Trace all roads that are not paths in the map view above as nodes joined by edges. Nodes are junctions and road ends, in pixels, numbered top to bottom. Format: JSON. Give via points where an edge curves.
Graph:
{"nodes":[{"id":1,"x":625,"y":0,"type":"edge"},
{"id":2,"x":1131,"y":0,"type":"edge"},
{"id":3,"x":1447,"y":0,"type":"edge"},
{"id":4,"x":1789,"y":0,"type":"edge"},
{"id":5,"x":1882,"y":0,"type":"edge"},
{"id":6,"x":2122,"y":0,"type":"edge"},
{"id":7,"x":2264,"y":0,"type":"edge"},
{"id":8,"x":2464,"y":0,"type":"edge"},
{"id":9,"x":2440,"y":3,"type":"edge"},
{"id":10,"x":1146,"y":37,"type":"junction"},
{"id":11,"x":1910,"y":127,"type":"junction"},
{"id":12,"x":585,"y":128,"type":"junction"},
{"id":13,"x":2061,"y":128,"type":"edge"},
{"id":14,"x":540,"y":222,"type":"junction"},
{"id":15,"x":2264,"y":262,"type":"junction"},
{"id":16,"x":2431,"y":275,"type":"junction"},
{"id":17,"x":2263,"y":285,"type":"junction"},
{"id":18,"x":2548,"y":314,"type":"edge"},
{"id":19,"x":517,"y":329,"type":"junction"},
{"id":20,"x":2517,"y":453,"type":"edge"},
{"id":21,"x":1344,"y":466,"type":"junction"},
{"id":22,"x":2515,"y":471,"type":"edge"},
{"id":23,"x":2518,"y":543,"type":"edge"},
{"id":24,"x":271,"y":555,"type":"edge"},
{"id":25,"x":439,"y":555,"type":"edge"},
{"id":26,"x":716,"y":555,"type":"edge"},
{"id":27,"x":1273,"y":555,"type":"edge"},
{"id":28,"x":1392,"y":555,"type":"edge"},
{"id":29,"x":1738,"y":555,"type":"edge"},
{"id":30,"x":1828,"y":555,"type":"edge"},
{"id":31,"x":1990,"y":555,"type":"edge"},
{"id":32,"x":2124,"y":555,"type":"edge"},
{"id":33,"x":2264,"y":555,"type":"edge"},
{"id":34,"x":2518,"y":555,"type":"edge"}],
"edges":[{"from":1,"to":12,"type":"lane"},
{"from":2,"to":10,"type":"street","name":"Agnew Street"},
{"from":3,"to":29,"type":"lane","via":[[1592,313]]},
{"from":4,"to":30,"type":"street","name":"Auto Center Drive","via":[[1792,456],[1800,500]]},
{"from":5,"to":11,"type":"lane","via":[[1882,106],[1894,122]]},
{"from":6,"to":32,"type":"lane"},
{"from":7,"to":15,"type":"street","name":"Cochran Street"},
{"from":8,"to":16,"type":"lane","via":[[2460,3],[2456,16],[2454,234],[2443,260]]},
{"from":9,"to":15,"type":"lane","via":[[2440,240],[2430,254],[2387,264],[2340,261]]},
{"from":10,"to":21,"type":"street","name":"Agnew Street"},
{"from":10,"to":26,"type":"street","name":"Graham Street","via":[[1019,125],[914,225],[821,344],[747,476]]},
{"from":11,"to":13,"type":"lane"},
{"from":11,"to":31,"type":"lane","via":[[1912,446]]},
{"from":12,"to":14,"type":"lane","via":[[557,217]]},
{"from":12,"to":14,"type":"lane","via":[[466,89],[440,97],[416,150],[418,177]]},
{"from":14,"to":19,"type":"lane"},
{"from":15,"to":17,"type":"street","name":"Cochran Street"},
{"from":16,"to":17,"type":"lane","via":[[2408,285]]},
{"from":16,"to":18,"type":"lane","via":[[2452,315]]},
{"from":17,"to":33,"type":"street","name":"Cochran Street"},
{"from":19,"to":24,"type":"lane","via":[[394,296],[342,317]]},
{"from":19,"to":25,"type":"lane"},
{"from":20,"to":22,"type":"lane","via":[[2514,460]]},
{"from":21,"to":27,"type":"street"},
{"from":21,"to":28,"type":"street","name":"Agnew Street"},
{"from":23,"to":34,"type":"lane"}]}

▶ [Problem to work on] Return the material in its entirety, word for word.

▶ [Output below]
Trace all roads that are not paths in the map view above as nodes joined by edges. Nodes are junctions and road ends, in pixels, numbered top to bottom. Format: JSON. Give via points where an edge curves.
Graph:
{"nodes":[{"id":1,"x":625,"y":0,"type":"edge"},
{"id":2,"x":1131,"y":0,"type":"edge"},
{"id":3,"x":1447,"y":0,"type":"edge"},
{"id":4,"x":1789,"y":0,"type":"edge"},
{"id":5,"x":1882,"y":0,"type":"edge"},
{"id":6,"x":2122,"y":0,"type":"edge"},
{"id":7,"x":2264,"y":0,"type":"edge"},
{"id":8,"x":2464,"y":0,"type":"edge"},
{"id":9,"x":2440,"y":3,"type":"edge"},
{"id":10,"x":1146,"y":37,"type":"junction"},
{"id":11,"x":1910,"y":127,"type":"junction"},
{"id":12,"x":585,"y":128,"type":"junction"},
{"id":13,"x":2061,"y":128,"type":"edge"},
{"id":14,"x":540,"y":222,"type":"junction"},
{"id":15,"x":2264,"y":262,"type":"junction"},
{"id":16,"x":2431,"y":275,"type":"junction"},
{"id":17,"x":2263,"y":285,"type":"junction"},
{"id":18,"x":2548,"y":314,"type":"edge"},
{"id":19,"x":517,"y":329,"type":"junction"},
{"id":20,"x":2517,"y":453,"type":"edge"},
{"id":21,"x":1344,"y":466,"type":"junction"},
{"id":22,"x":2515,"y":471,"type":"edge"},
{"id":23,"x":2518,"y":543,"type":"edge"},
{"id":24,"x":271,"y":555,"type":"edge"},
{"id":25,"x":439,"y":555,"type":"edge"},
{"id":26,"x":716,"y":555,"type":"edge"},
{"id":27,"x":1273,"y":555,"type":"edge"},
{"id":28,"x":1392,"y":555,"type":"edge"},
{"id":29,"x":1738,"y":555,"type":"edge"},
{"id":30,"x":1828,"y":555,"type":"edge"},
{"id":31,"x":1990,"y":555,"type":"edge"},
{"id":32,"x":2124,"y":555,"type":"edge"},
{"id":33,"x":2264,"y":555,"type":"edge"},
{"id":34,"x":2518,"y":555,"type":"edge"}],
"edges":[{"from":1,"to":12,"type":"lane"},
{"from":2,"to":10,"type":"street","name":"Agnew Street"},
{"from":3,"to":29,"type":"lane","via":[[1592,313]]},
{"from":4,"to":30,"type":"street","name":"Auto Center Drive","via":[[1792,456],[1800,500]]},
{"from":5,"to":11,"type":"lane","via":[[1882,106],[1894,122]]},
{"from":6,"to":32,"type":"lane"},
{"from":7,"to":15,"type":"street","name":"Cochran Street"},
{"from":8,"to":16,"type":"lane","via":[[2460,3],[2456,16],[2454,234],[2443,260]]},
{"from":9,"to":15,"type":"lane","via":[[2440,240],[2430,254],[2387,264],[2340,261]]},
{"from":10,"to":21,"type":"street","name":"Agnew Street"},
{"from":10,"to":26,"type":"street","name":"Graham Street","via":[[1019,125],[914,225],[821,344],[747,476]]},
{"from":11,"to":13,"type":"lane"},
{"from":11,"to":31,"type":"lane","via":[[1912,446]]},
{"from":12,"to":14,"type":"lane","via":[[557,217]]},
{"from":12,"to":14,"type":"lane","via":[[466,89],[440,97],[416,150],[418,177]]},
{"from":14,"to":19,"type":"lane"},
{"from":15,"to":17,"type":"street","name":"Cochran Street"},
{"from":16,"to":17,"type":"lane","via":[[2408,285]]},
{"from":16,"to":18,"type":"lane","via":[[2452,315]]},
{"from":17,"to":33,"type":"street","name":"Cochran Street"},
{"from":19,"to":24,"type":"lane","via":[[394,296],[342,317]]},
{"from":19,"to":25,"type":"lane"},
{"from":20,"to":22,"type":"lane","via":[[2514,460]]},
{"from":21,"to":27,"type":"street"},
{"from":21,"to":28,"type":"street","name":"Agnew Street"},
{"from":23,"to":34,"type":"lane"}]}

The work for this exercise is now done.